3. The TENSOR3D access pattern (the src/dst 3-D mem patterns)

Both src_mem_pattern and dst_mem_pattern are NEURON_ISA_TPB_TENSOR3D (aws_neuron_isa_tpb_common.h:649):

typedef struct NEURON_ISA_TPB_TENSOR3D {  // 16 B; probe: start_addr@0, step_elem@4, num_elem@10
    NEURON_ISA_TPB_ADDR4 start_addr;      // 4 B — SBUF base (union; §3.2)
    int16_t              step_elem[3];    // 6 B — 3 SIGNED strides, in ELEMENTS
    uint16_t             num_elem[3];     // 6 B — 3 UNSIGNED shape dims (element counts)
} NEURON_ISA_TPB_TENSOR3D;

Each operand is a full 3-D strided SBUF region: a base partition-offset plus, per dimension d ∈ {0,1,2}, num_elem[d] iterations advancing by step_elem[d] elements. The signed strides allow reverse / transposed traversal; the third dimension is the extra axis a 2-D pattern cannot express. [HIGH / OBSERVED.]

3.1 Why "S3D3" — the S-format taxonomy

In the shipped ISA the SnDn naming encodes (n Sources × 3-D, n Dests × 3-D). S3D3 = one 3-D Source + one 3-D Dest (header verbatim: "one 3d SRC Tensor, one 3d DST Tensor"). The sibling S3S3D3_TT (aws_neuron_isa_tpb_s3s3d3_tt.h, also 64 B) carries src0_mem_pattern, src1_mem_pattern, dst_mem_patterntwo 3-D Sources + one 3-D Dest (a tensor-tensor op). So "S3D3" literally means Source-3D / Dest-3D, and the pattern type is the same TENSOR3D the rest of the s3d3_* instruction family uses. [HIGH / OBSERVED.]

3.2 The ADDR4 base (4 B, union)

NEURON_ISA_TPB_ADDR4 (common.h:499) is a 4-byte union:

typedef union NEURON_ISA_TPB_ADDR4 {
    NEURON_ISA_TPB_PARTITION_OFFSET addr_immediate;  // uint32 — immediate SBUF partition/byte offset
    NEURON_ISA_TPB_ADDR_REG4        addr_reg;         // {regnum, reserved0[2], marker}
} NEURON_ISA_TPB_ADDR4;

PARTITION_OFFSET is a uint32 (common.h:447) whose bit [25]==0 distinguishes an SBUF address from a PSUM address (common.h:462-466).
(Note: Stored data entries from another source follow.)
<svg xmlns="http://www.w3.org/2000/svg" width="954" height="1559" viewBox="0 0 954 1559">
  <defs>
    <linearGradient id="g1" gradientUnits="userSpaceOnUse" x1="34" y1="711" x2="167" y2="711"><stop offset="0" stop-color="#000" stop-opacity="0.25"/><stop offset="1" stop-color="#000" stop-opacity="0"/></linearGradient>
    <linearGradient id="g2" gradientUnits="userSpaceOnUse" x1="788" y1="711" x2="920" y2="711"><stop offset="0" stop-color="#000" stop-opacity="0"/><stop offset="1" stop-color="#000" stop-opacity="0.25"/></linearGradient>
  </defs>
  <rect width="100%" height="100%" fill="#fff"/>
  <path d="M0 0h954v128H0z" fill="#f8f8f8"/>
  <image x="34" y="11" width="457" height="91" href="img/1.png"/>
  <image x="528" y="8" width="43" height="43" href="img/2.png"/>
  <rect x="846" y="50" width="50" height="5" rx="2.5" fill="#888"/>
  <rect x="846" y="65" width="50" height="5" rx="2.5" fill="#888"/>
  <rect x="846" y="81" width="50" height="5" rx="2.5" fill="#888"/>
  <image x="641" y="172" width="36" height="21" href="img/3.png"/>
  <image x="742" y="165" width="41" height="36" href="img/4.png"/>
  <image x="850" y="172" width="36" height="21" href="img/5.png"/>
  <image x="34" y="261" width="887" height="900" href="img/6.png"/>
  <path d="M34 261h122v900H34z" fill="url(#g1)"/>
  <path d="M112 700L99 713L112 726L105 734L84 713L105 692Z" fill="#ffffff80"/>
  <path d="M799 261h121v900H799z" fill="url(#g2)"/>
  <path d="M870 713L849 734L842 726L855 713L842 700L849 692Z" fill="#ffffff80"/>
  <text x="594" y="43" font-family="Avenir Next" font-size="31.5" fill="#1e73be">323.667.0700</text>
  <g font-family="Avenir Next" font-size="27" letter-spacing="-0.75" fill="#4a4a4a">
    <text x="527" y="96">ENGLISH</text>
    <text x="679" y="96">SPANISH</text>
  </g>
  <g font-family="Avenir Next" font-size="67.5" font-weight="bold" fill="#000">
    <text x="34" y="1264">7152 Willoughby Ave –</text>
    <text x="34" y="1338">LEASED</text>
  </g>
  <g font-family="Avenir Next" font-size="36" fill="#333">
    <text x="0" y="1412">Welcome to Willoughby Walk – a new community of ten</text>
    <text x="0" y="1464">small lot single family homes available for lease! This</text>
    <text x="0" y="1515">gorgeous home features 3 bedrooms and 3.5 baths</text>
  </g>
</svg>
The marker byte top-bits select IMM (0x00) / ADDR_REG (0x80) / SHAPE_REG (0x40) / ADDR_SHAPE_REG (0xC0) (common.h:486-491).

3.3 SBUF-only residency (the "SB2SB" constraint)

The validator runs both operands through tensor3d_valid():

// aws_neuron_isa_tpb_s3d3_collective.h:53-54 (validator doc-comment, verbatim)
   tensor3d_valid(src_mem_pattern, in_dtype,  WriteTensor::False, AllowedInPSUM::False, AllowedInSBUF::True)
&& tensor3d_valid(dst_mem_pattern, out_dtype, WriteTensor::True,  AllowedInPSUM::False, AllowedInSBUF::True)

tensor3d_valid (common.h:1906) requires each num_elem[d] >= 1 (or a shape register) AND tensor_start_addr_valid(start_addr, dtype, write, AllowedInPSUM::False, AllowedInSBUF::True). So both src and dst must be SBUF-resident (PSUM::False) — this is the literal "SB2SB" = State-Buffer to State-Buffer. [HIGH / OBSERVED.]

3.4 The per-instruction size cap (≤ 256 elements)

// aws_neuron_isa_tpb_s3d3_collective.h:97-99 + common.h:1742-1744
fn size_check_src(t: Tensor3d) -> bool { t3d_element_count(t) <= 256 }
fn t3d_element_count(t: Tensor3d) -> u32 { t.num_elem[0] * t.num_elem[1] * t.num_elem[2] }

A single 0xBF word moves at most 256 elements of the source pattern. Larger collective buffers are tiled across multiple S3D3 legs and across the num_active_channels SDMA channels (§7). [HIGH / OBSERVED — validator predicate + the element-count formula.]

3.5 Byte-exact contrast with the 2-D PSEUDO_ADDR8TENSOR2D

The v2 pseudo TriggerCollective2 (0xD9/0xDA) carries PSEUDO_ADDR8TENSOR2D (common.h:625, 24 B) instead of TENSOR3D (16 B). The narrower int16/uint16 of TENSOR3D (vs int32/uint32 in the pseudo) is exactly what lets three dims + a 4-byte base fit in 16 B, so two operands plus the header/events/dtype/lnc/channels fit in one 64-B word — whereas the 2-D pseudo spends 24 B per operand and needs two instructions.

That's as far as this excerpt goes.